Ciblage thérapeutique de la voie Hippo pour le traitement des cancers mammaires chez la chienne

Abstract

Les tumeurs mammaires canines sont les néoplasmes les plus courants chez les chiennes intactes, dont 50% sont malignes. La résection est le traitement standard pour les tumeurs mammaires canines, mais dans les cas inopérables tels que les carcinomes inflammatoires et les tumeurs métastatiques avancées, aucun traitement chimiothérapeutique efficace n'est disponible. L'étude de la pathogenèse des tumeurs mammaires canines aide à découvrir de nouvelles cibles thérapeutiques et des médicaments capables d'agir sur ces cibles pour traiter ce cancer.

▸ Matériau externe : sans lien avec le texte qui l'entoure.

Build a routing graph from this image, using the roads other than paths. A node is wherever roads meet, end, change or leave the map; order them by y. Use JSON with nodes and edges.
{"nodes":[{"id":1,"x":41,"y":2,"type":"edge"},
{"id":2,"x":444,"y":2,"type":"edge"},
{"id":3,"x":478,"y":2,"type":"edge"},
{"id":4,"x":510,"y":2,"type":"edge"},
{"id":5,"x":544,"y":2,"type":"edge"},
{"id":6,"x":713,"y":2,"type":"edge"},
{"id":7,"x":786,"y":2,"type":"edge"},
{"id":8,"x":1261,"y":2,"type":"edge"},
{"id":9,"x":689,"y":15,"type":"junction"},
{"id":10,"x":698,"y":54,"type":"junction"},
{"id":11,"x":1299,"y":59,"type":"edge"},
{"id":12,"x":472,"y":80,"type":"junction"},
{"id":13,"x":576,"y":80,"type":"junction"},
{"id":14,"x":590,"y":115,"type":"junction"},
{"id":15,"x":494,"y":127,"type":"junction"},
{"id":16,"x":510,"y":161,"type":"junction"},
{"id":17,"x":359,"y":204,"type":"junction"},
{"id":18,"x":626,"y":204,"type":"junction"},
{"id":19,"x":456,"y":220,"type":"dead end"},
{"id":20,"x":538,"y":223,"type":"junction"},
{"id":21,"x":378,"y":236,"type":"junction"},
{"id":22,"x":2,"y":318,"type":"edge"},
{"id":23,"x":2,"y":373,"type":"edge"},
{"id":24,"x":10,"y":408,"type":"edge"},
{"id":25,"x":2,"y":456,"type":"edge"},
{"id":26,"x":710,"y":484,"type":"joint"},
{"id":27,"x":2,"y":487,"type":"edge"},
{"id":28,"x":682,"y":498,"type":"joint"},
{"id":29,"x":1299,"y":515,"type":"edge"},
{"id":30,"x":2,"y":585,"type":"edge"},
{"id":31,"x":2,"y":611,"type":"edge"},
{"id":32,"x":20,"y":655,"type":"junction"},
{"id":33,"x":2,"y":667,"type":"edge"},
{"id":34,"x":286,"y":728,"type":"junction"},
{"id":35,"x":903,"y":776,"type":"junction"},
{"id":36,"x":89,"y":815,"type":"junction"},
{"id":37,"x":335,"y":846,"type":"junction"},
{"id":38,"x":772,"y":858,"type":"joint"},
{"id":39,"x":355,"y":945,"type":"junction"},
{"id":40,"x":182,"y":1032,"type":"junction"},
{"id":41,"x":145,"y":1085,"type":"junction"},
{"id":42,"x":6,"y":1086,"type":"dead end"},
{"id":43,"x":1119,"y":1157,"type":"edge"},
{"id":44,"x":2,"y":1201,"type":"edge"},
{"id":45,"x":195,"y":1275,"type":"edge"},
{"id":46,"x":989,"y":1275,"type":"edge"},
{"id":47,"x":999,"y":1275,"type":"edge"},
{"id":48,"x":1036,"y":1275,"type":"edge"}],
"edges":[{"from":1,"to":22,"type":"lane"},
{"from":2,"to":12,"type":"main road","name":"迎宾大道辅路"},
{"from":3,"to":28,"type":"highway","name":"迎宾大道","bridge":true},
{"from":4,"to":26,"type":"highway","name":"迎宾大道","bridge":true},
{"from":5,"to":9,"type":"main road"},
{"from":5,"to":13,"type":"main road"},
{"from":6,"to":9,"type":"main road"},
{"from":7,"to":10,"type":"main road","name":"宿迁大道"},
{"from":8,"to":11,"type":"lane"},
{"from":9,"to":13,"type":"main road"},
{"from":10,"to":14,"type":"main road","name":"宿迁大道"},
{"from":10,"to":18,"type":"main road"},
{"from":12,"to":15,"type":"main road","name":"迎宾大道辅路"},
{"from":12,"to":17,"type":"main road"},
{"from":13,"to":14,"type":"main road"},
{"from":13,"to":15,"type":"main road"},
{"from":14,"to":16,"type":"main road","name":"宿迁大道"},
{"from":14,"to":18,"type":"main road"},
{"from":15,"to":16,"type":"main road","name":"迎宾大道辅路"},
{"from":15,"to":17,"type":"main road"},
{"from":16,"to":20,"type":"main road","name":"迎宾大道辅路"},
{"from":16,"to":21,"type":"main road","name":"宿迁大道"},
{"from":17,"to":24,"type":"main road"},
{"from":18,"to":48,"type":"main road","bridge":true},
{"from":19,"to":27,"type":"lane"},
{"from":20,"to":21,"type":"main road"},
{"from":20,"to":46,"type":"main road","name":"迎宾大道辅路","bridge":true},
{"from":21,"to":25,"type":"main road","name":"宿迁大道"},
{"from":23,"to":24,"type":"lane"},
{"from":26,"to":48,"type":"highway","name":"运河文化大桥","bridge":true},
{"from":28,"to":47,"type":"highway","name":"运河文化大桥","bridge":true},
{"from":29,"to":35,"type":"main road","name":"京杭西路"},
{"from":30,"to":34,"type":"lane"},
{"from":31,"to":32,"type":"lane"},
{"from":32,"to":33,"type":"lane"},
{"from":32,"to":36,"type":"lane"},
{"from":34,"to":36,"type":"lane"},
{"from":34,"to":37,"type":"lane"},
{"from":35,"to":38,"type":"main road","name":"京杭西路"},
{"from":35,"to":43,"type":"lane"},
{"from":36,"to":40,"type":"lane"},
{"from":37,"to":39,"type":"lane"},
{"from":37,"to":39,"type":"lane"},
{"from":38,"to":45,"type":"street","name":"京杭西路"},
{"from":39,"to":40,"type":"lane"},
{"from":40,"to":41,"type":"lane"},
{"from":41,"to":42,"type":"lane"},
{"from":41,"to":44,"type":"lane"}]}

Des études récentes sur le dérèglement de la voie Hippo et de son rôle dans la tumorigenèse du cancer du sein, ainsi que les niveaux élevés de ces composants principaux dans les tumeurs mammaires canines, ont conduit à notre recherche sur la validation de cette voie comme cible pharmacologique pour le traitement des tumeurs des glandes mammaires canines. Six lignées de cellules tumorales mammaires canines ont été évaluées pour leur expression basale des effecteurs YAP et TAZ de la voie Hippo et pour leur sensibilité à la verteporfin, un inhibiteur de la co-activation transcriptionnelle engendrée par YAP. Quatre lignées cellulaires, qui ont des niveaux basaux détectables de YAP (CMT-9, -12, -28, -47), se sont révélées très sensibles au traitement à la verteporfin, qui a tué les cellules par induction d'apoptose avec des valeurs de ED50 de 14 à 79 nM. À l'inverse, deux lignées cellulaires qui n'exprimaient pas YAP (CF-35, CMT-84) étaient représentées par un ordre de grandeur plus résistant à la verteporfin. La verteporfin a supprimé l'expression des gènes cibles de YAP et TAZ, en particulier CYR61 et CTGF, qui jouent un rôle important dans le développement du cancer du sein. La verteporfin a également pu inhiber la migration cellulaire et la croissance indépendante de l'ancrage. De même, la verteporfin supprime efficacement le potentiel invasif des cellules tumorales dans les lignées CMT-28 et -47, mais pas dans les cellules CF-35. Ensemble, nos résultats fournissent une preuve de principe selon lequel le ciblage pharmacologique de la voie Hippo compromet la viabilité et atténue le comportement malin des cellules tumorales mammaires canines. Ces résultats serviront de base au développement de nouvelles approches chimiothérapeutiques pour les tumeurs mammaires canines qui pourraient être utilisées en médecine humaine.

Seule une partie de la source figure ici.